In [57]:
import numpy as np # linear algebra
import pandas as pd # data processing, CSV file I/O (e.g. pd.read_csv)
from scipy.spatial import distance_matrix
from sklearn import preprocessing
import os
from sklearn.utils import shuffle

In [28]:
base_path = '/home/jovyan/work/Molecular_Properties'

In [29]:
train = pd.read_csv(base_path + '/train.csv')
test = pd.read_csv(base_path + '/test.csv')
structures = pd.read_csv(base_path + '/structures.csv')

In [30]:
train_bonds = pd.read_csv(base_path + '/train_bonds.csv')
test_bonds = pd.read_csv(base_path + '/test_bonds.csv')

In [31]:
angs = pd.read_csv(base_path + "/angles.csv")

In [32]:
angs.head()

Unnamed: 0,molecule_name,atom_index_0,atom_index_1,shortest_path_atoms,shortest_path_n_bonds,cosinus,dihedral
0,dsgdb9nsd_000001,1,0,,1,,
1,dsgdb9nsd_000001,1,2,C,2,-0.33329,
2,dsgdb9nsd_000001,1,3,C,2,-0.33333,
3,dsgdb9nsd_000001,1,4,C,2,-0.33335,
4,dsgdb9nsd_000001,2,0,,1,,


In [33]:
scale_min  = train['scalar_coupling_constant'].min()
scale_max  = train['scalar_coupling_constant'].max()
scale_mid = (scale_max + scale_min)/2
scale_norm = scale_max - scale_mid

train['scalar_coupling_constant'] = (train['scalar_coupling_constant'] - scale_mid)/scale_norm

# One hot encoding gets  too big for Kaggle, let's try label
# use npz now, back to OH
train[['1JHC', '1JHN', '2JHC', '2JHH', '2JHN', '3JHC', '3JHH', '3JHN']] =  pd.get_dummies(train['type'])
test[['1JHC', '1JHN', '2JHC', '2JHH', '2JHN', '3JHC', '3JHH', '3JHN']]  =  pd.get_dummies(test['type'])

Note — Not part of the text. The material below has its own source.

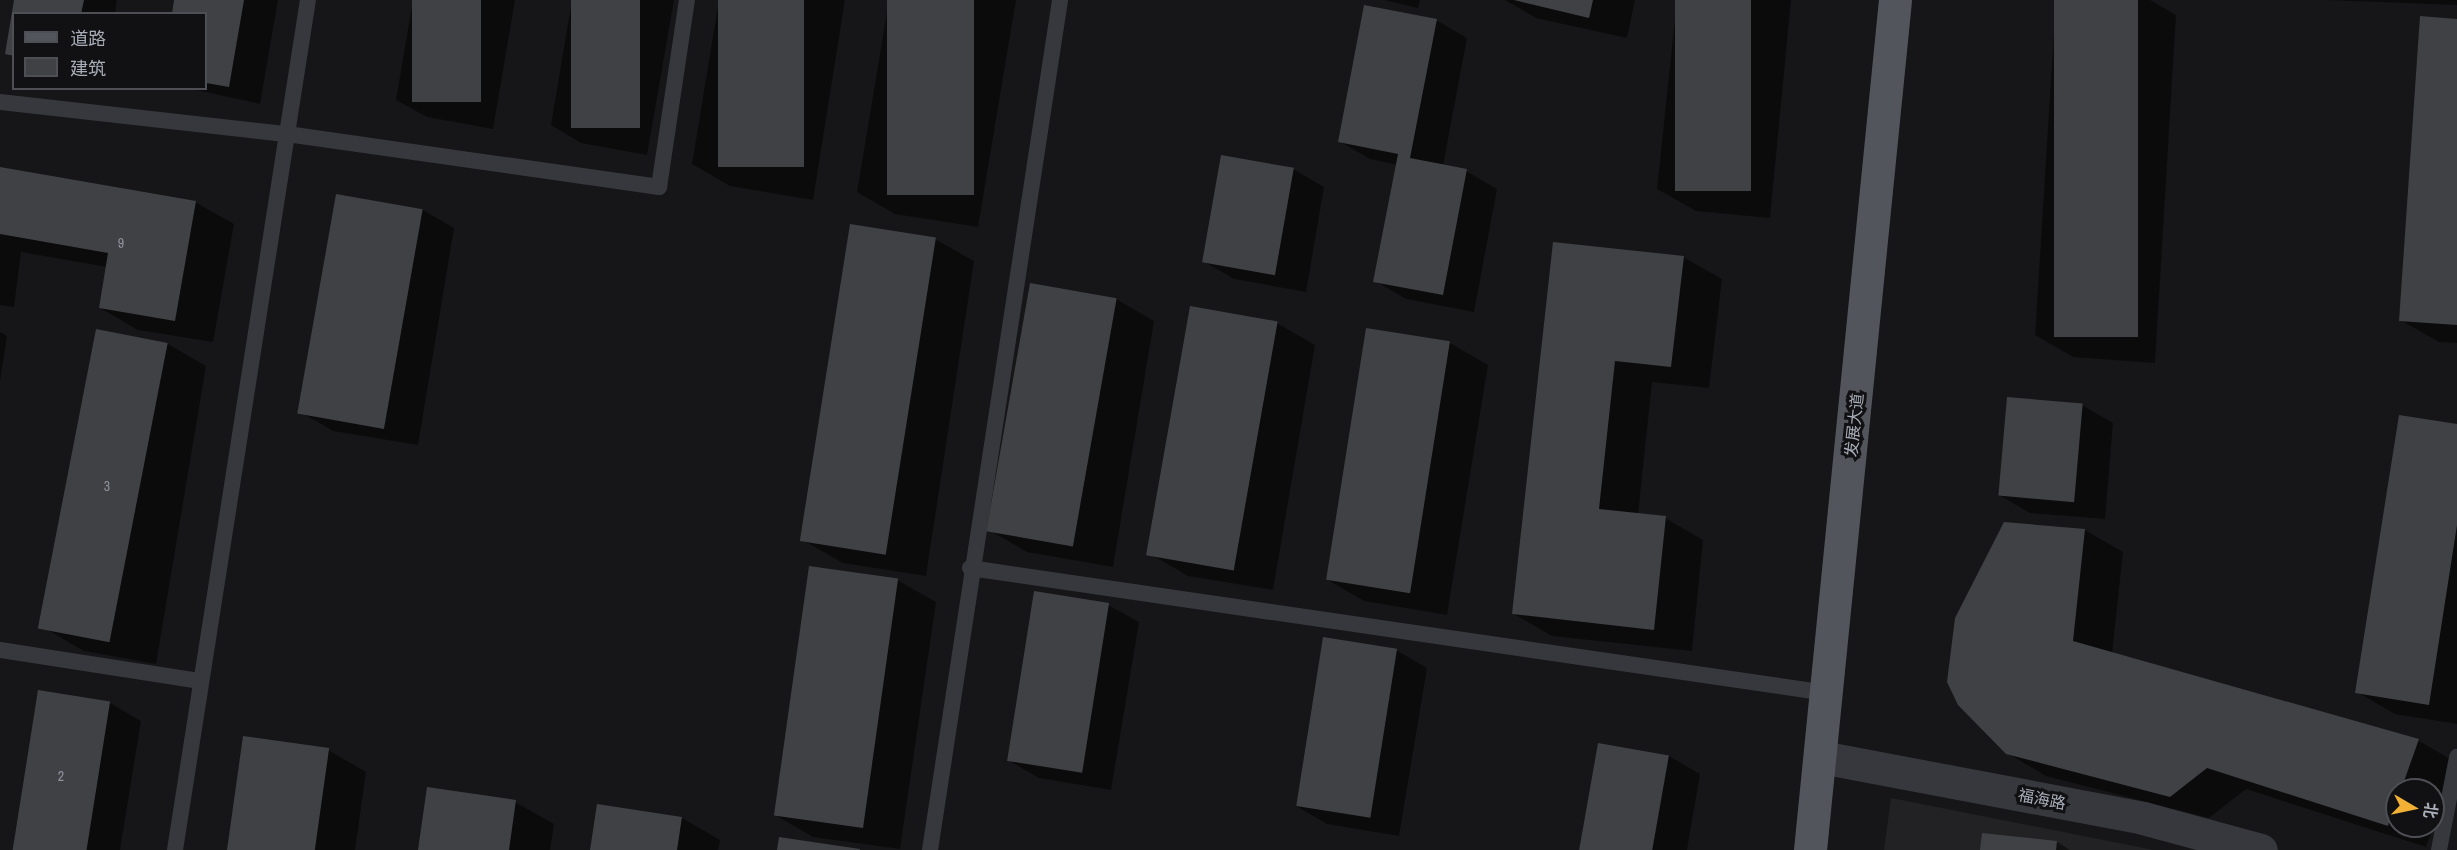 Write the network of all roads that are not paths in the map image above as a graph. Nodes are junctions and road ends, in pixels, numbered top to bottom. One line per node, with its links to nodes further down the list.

#le = preprocessing.LabelEncoder()
#le.fit(['1JHC', '1JHN', '2JHC', '2JHH', '2JHN', '3JHC', '3JHH', '3JHN'])
#train['l_type'] = (le.transform(train['type']) + 1)/8.
#test['l_type'] = (le.transform(test['type']) + 1)/8.

In [34]:
structures[['C', 'F' ,'H', 'N', 'O']] = pd.get_dummies(structures['atom'])
structures[['x', 'y', 'z']] = structures[['x', 'y', 'z']]/10.

In [35]:
structures.head()

Unnamed: 0,molecule_name,atom_index,atom,x,y,z,C,F,H,N,O
0,dsgdb9nsd_000001,0,C,-0.00127,0.10858,0.0008,1,0,0,0,0
1,dsgdb9nsd_000001,1,H,0.000215,-0.000603,0.000198,0,0,1,0,0
2,dsgdb9nsd_000001,2,H,0.101173,0.146375,2.8e-05,0,0,1,0,0
3,dsgdb9nsd_000001,3,H,-0.054082,0.144753,-0.087664,0,0,1,0,0
4,dsgdb9nsd_000001,4,H,-0.052381,0.143793,0.09064,0,0,1,0,0


In [36]:
test_bonds[['nbond_1', 'nbond_1.5', 'nbond_2', 'nbond_3']] = pd.get_dummies(test_bonds['nbond'])#test_bonds['nbond']/3
train_bonds[['nbond_1', 'nbond_1.5', 'nbond_2', 'nbond_3']] = pd.get_dummies(train_bonds['nbond'])#train_bonds['nbond']/3

In [37]:
train_bonds.head()

Unnamed: 0,molecule_name,atom_index_0,atom_index_1,nbond,L2dist,error,bond_type,nbond_1,nbond_1.5,nbond_2,nbond_3
0,dsgdb9nsd_000001,0,1,1.0,1.091953,0,1.0CH,1,0,0,0
1,dsgdb9nsd_000001,0,2,1.0,1.091952,0,1.0CH,1,0,0,0
2,dsgdb9nsd_000001,0,3,1.0,1.091946,0,1.0CH,1,0,0,0
3,dsgdb9nsd_000001,0,4,1.0,1.091948,0,1.0CH,1,0,0,0
4,dsgdb9nsd_000002,0,1,1.0,1.01719,0,1.0HN,1,0,0,0


In [38]:
angs['dihedral'] = angs['dihedral']/np.pi
# Should I rather one-hot this?
angs['shortest_path_n_bonds'] = angs['shortest_path_n_bonds']/6.0
angs = angs.fillna(0)

In [39]:
train_mol_names = train['molecule_name'].unique()
test_mol_names  = test['molecule_name'].unique()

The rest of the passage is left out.